Calculator
Example Data Table
| Method | Input Example | Estimated r | Interpretation |
|---|---|---|---|
| Direct r | r = 0.42 | 0.4200 | Medium positive effect |
| Z to r | z = 2.60, N = 40 | 0.4111 | Medium positive effect |
| T to r | t = 3.10, df = 28 | 0.5054 | Large positive effect |
| Mann-Whitney U to r | U = 60, n1 = 15, n2 = 15 | -0.3975 | Medium negative effect |
Formula Used
- Z to r: r = z / √N
- T to r: r = t / √(t² + df)
- Mann-Whitney U to r: z = (U - n1n2/2) / √[n1n2(n1+n2+1)/12], then r = z / √(n1+n2)
- Variance explained: r² × 100%
- Magnitude guide: below 0.10 negligible, 0.10 to 0.29 small, 0.30 to 0.49 medium, 0.50 or more large
How to Use This Calculator
- Select the conversion method that matches your biological test output.
- Enter the needed values, such as z, t, U, sample sizes, or a direct r.
- Press the calculate button to show the result above the form.
- Review the effect size, r squared, explained variance, magnitude, and direction.
- Use the CSV or PDF buttons to save the result for reports or assignments.
R Effect Size Calculator in Biology
An r effect size calculator helps explain biological results in a practical way. Many biology projects report a p value first. That tells you whether a pattern is unlikely under a null model. It does not show how strong the pattern is. Effect size solves that problem. The r metric is compact and easy to compare. It works well for lab experiments, field observations, clinical biology assignments, ecology surveys, and genetics coursework. By converting common test statistics into r, you can discuss real impact with more confidence and better scientific clarity. It also improves meta-analysis readiness.
Why R Effect Size Matters
In biology, sample size can vary a lot. A large dataset may produce significance from a weak effect. A small dataset may hide a meaningful biological signal. The r value helps balance that interpretation. Values close to zero suggest little practical effect. Larger absolute values suggest stronger relationships or group separation. The sign also matters. Positive values indicate a direct pattern. Negative values indicate an inverse pattern. This is useful when studying treatment response, species abundance, gene expression, enzyme activity, or population differences.

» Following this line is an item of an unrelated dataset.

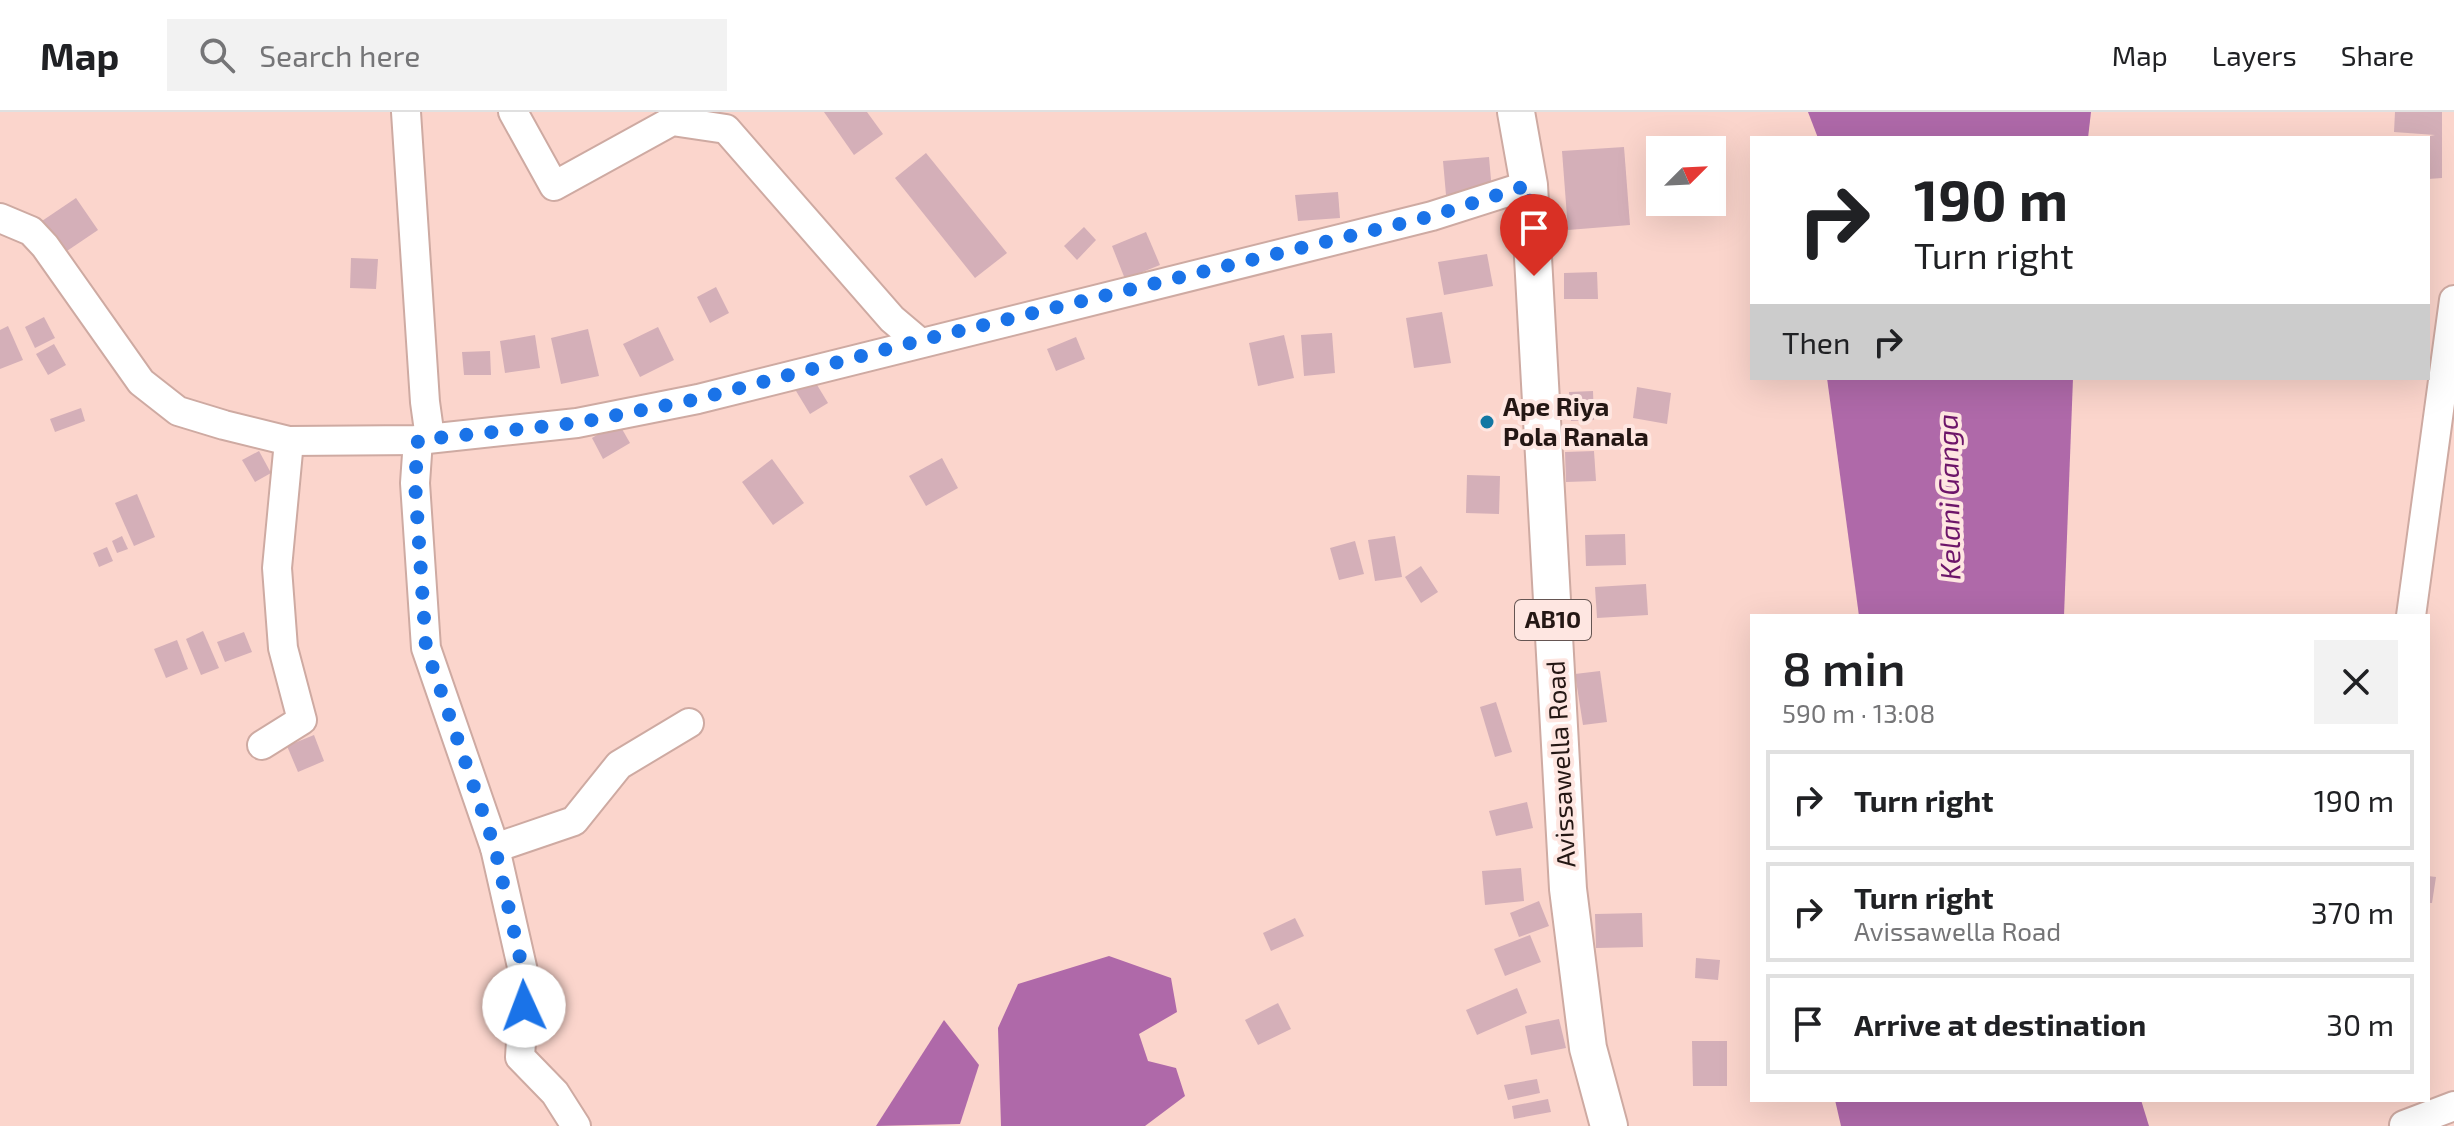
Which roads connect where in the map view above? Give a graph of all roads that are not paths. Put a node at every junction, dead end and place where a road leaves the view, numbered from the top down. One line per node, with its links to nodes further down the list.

Where This Calculator Helps
This calculator supports direct r input and three common conversions. You can estimate r from a z statistic and total sample size. You can estimate it from a t statistic and degrees of freedom. You can also convert Mann-Whitney U results for nonparametric biological comparisons. That makes the page useful for experimental and observational data. After calculation, review r, r squared, explained variance, magnitude, and direction. These outputs help when writing results sections, comparing treatments, or preparing tables for lab reports and posters.
Reporting Biological Results Clearly
When reporting biology findings, pair effect size with the test used, sample size, and a short interpretation. For example, describe whether the effect is negligible, small, medium, or large. Then connect it to the biological question. Ask whether the effect is meaningful for growth, survival, behavior, or expression change. This step improves transparency and reproducibility. It also helps readers judge importance beyond significance alone. Readers can compare studies faster when a shared metric is reported. That matters during peer review and collaborative analysis. A clear r effect size statement strengthens student assignments, research summaries, and evidence-based decisions across biological studies.
FAQs
1. What does r effect size measure?
R effect size measures the strength and direction of an observed effect. It helps show practical importance, not just statistical significance, in a biological result.
2. Why is effect size useful in biology?
Biology studies often compare treatments, traits, or groups. Effect size helps explain whether the observed difference or relationship is biologically meaningful, even when p values are similar.
3. What counts as a large r value?
A common guide treats values below 0.10 as negligible, 0.10 to 0.29 as small, 0.30 to 0.49 as medium, and 0.50 or above as large.
4. Can r effect size be negative?
Yes. A negative r means the relationship or group change moves in the opposite direction. The absolute value still shows the effect strength.
5. Does a significant p value mean a large effect?
No. A result can be statistically significant but still have a small effect size. That is why both p values and effect sizes should be reported together.
6. When should I use the Mann-Whitney U option?
Use the Mann-Whitney U method when you compare two independent groups with nonparametric data, such as skewed biological measurements or ranked outcomes.
7. What does r squared mean here?
R squared is the proportion of variance explained by the effect size. It is calculated as r × r and is shown here as both a decimal and percentage.
8. Should I report effect size with sample size?
Yes. Reporting the test used, sample size, p value, and effect size gives readers stronger context. It improves transparency and makes biological findings easier to compare.